Classic Hollywood: Diaries of Charles Brackett lift curtain on Hollywood's Golden Era - Los Angeles Times
Advertisement

Classic Hollywood: Diaries of Charles Brackett lift curtain on Hollywood’s Golden Era

Share via

In screenwriter Charles Brackett’s diary entry for Aug. 18, 1936, he recalls working for the first time with Billy Wilder, with whom Paramount had paired him to write the comedy “Bluebeard’s Eighth Wife.”

“Worked with Billy Wilder, who paces constantly, has over-extravagant ideas, but is stimulating,” Brackett writes. “He has humor — a kind of humor that sparks with mine.”

And thus began one of the most successful collaborations in film history. Brackett and Wilder penned several classic films, including director Ernst Lubitsch’s 1938 “Bluebeard’s Eighth Wife” and 1939 romantic comedy “Ninotchka,” and Howard Hawks’ 1941 comedy “Ball of Fire.” Wilder took over the directorial reins on their projects beginning with the 1942 comedy “The Major and the Minor.” The collaborators had received screenwriting Oscars for “Sunset Boulevard” and for the 1945 film “The Lost Weekend,” awards they shared with D.M. Marshman Jr.

Advertisement

A new book of his diaries from 1932 to ‘49, “It’s the Pictures That Got Small: Charles Brackett on Billy Wilder and Hollywood’s Golden Age,” edited by Anthony Slide, offers not only rare insight into their often-stormy partnership but also an insider’s view of Hollywood during that era.

Slide will be on hand Sunday at the UCLA Film & Television Archive’s celebration of Brackett at the Billy Wilder Theater. Screening that evening are “The Lost Weekend” and the 1943 World War II drama “Five Graves to Cairo.”

“I don’t think anybody else documented Hollywood in this way,” Slide said. “Nobody kept a diary year after year. He was a literary figure anyway. He had written short stories for the Saturday Evening Post and had written a number of novels. But I think when he came out to Hollywood, he sort of thought, ‘Maybe I should keep a diary.’”

Advertisement

The diaries could be devastatingly funny, like the Aug. 2, 1934, entry about a dinner at director James Whale’s house attended by Charles Laughton and his wife, Elsa Lanchester.

“Laughton is the most repellent human being with whom I have ever had to share a table and the most incredible self-caricatured ham,” Brackett muses.

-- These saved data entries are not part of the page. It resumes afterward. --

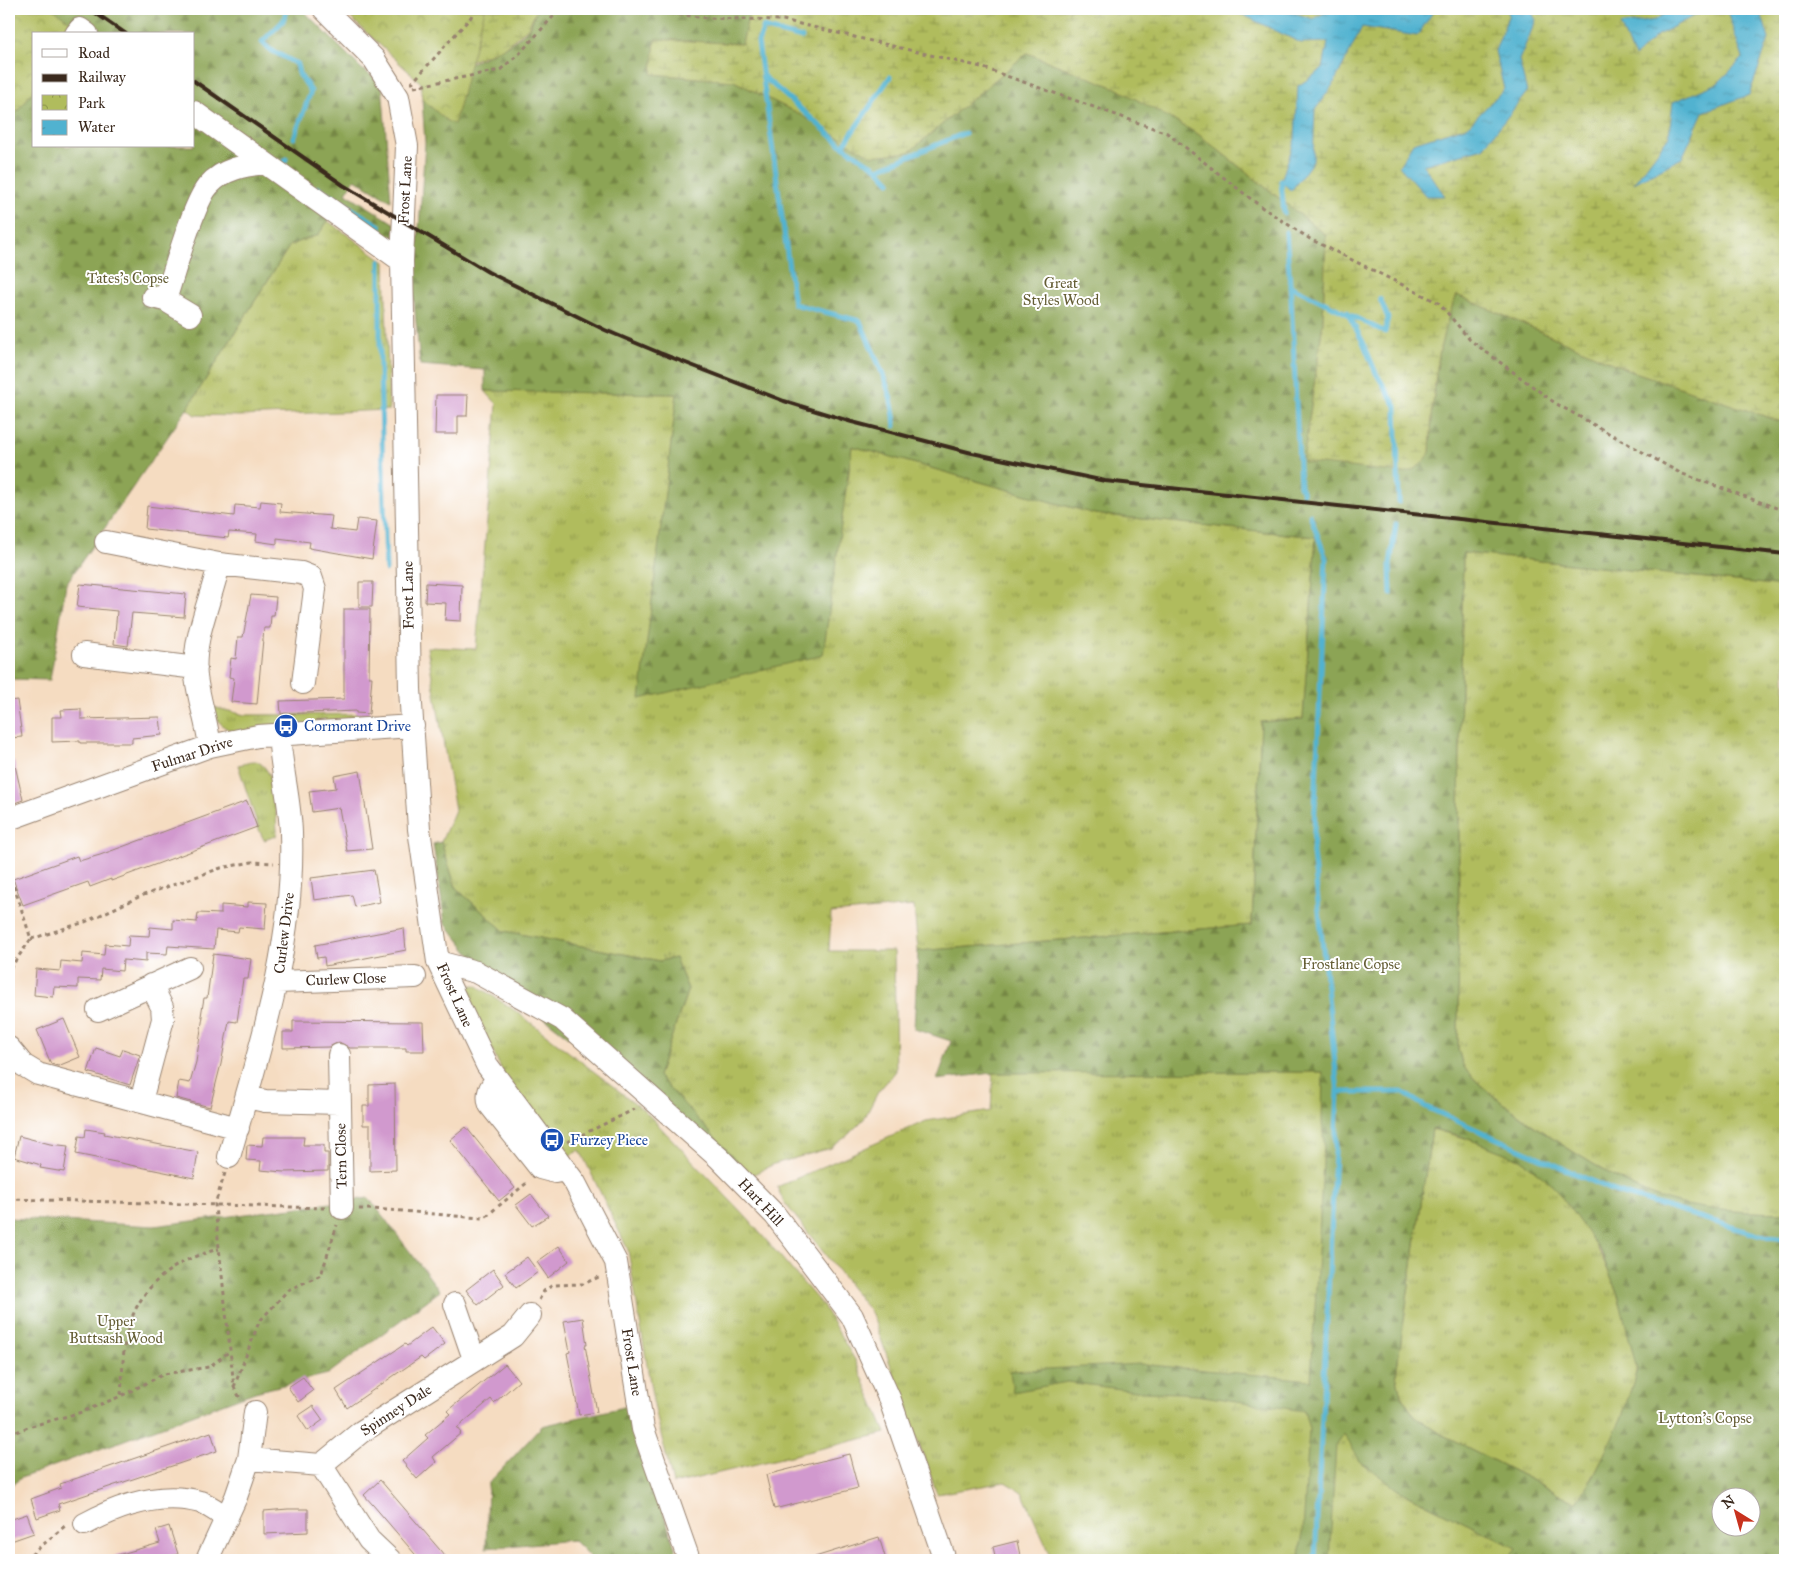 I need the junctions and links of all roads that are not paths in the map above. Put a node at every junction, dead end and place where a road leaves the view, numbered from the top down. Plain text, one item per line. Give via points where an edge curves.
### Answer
1 (324, 9) edge
2 (195, 113) edge
3 (265, 163) junction
4 (402, 261) junction
5 (190, 315) dead end
6 (106, 542) dead end
7 (219, 564) junction
8 (84, 654) dead end
9 (196, 668) junction
10 (303, 683) dead end
11 (413, 726) junction
12 (279, 734) junction
13 (210, 746) junction
14 (9, 819) edge
15 (438, 962) junction
16 (190, 968) dead end
17 (415, 977) dead end
18 (278, 982) junction
19 (151, 986) junction
20 (98, 1010) dead end
21 (9, 1048) edge
22 (339, 1055) dead end
23 (247, 1097) junction
24 (141, 1102) junction
25 (340, 1103) junction
26 (238, 1128) junction
27 (229, 1157) road end
28 (342, 1208) road end
29 (455, 1304) dead end
30 (530, 1316) road end
31 (474, 1359) junction
32 (255, 1412) dead end
33 (249, 1459) junction
34 (321, 1465) junction
35 (226, 1518) junction
36 (85, 1524) road end
37 (208, 1560) edge
38 (390, 1560) edge
39 (689, 1560) edge
40 (945, 1560) edge

1 - 4 street, Frost Lane via 374,59 398,97 407,146
2 - 3 street
3 - 4 street
3 - 5 street via 247,164 225,172 208,185 199,203 159,299
4 - 11 street, Frost Lane
6 - 7 street
7 - 9 street via 203,620
7 - 10 street via 301,573 313,580 315,589
8 - 9 street
9 - 13 street
11 - 12 street, Fulmar Drive
11 - 15 street, Frost Lane via 419,829
12 - 13 street, Fulmar Drive via 241,738
12 - 18 street, Curlew Drive via 291,832 291,865
13 - 14 street, Fulmar Drive
15 - 39 street, Frost Lane via 487,1065 553,1163 575,1183 616,1262 643,1429
15 - 40 street, Hart Hill via 476,972 562,1019 719,1158 776,1215 852,1316 890,1400
16 - 19 street
17 - 18 street, Curlew Close
18 - 23 street, Curlew Drive
19 - 20 street
19 - 24 street via 162,1007 163,1019
21 - 24 street via 24,1066 38,1074
22 - 25 street, Tern Close
23 - 25 street, Tern Close via 265,1101
23 - 26 street, Curlew Drive
24 - 26 street
25 - 28 street, Tern Close
26 - 27 street, Curlew Drive
29 - 31 street
30 - 31 street, Spinney Dale via 513,1336
31 - 34 street, Spinney Dale via 361,1432
32 - 33 street
33 - 34 street
33 - 35 street
34 - 38 street via 369,1540
35 - 36 street via 201,1502 159,1498 111,1510
35 - 37 street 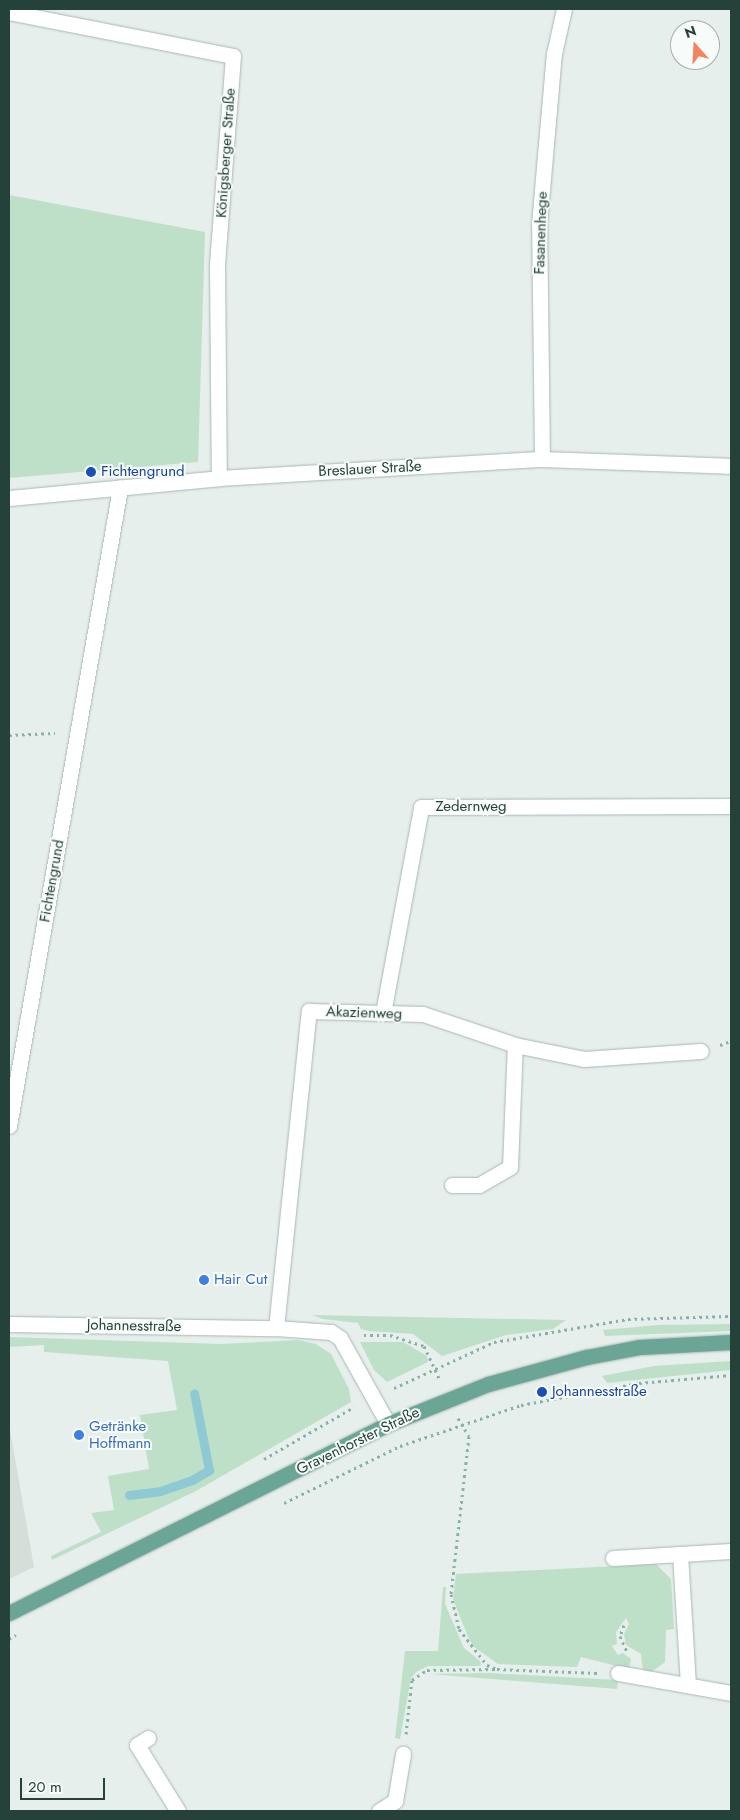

Brackett and Wilder couldn’t have been more different. Brackett, who was born in Saratoga Springs, N.Y., graduated from Harvard. He was a rock-ribbed Republican who voted for Herbert Hoover in 1932 (Franklin Roosevelt won by a landslide) and Alf Landon in 1936. He was nearly 14 years Wilder’s senior.

Advertisement

Wilder had fled Germany when the Nazis came to power and was as liberal as Brackett was conservative.

“Brackett was someone who could take Wilder’s international European sensibilities and make them legible to American audiences,” said Shannon Kelley, the archive’s head of programming. “He made Wilder essentially credible as an American player.”

Slide noted that although Brackett and Wilder were on the opposite ends of the political spectrum, “they do get on together on the whole.

“When, for example, Billy Wilder has to go down to immigration because there is problem with his papers, who does he take with him? He takes Charles Brackett because he knows Charles Brackett will support him.”

Brackett’s grandson Jim Moore wrote the foreword to the book and donated the diaries to the Academy of Motion Picture Arts and Sciences. (Brackett, who died in 1969, continued to write diaries through 1962.)

“I think the sad thing in a way is people always tend to look at their films as Billy Wilder films rather than Brackett and Wilder films,” Slide said. “Even though Wilder may have directed those films, they were co-written with Brackett, and Brackett was the producer, so they were bringing an equal amount of creativity to the project. They worked as a team. They complemented each other.”

Advertisement

And they seemed to understand each other’s minds, Slide said, especially when they were thinking of having long-retired Mary Pickford play Norma Desmond in “Sunset Boulevard.”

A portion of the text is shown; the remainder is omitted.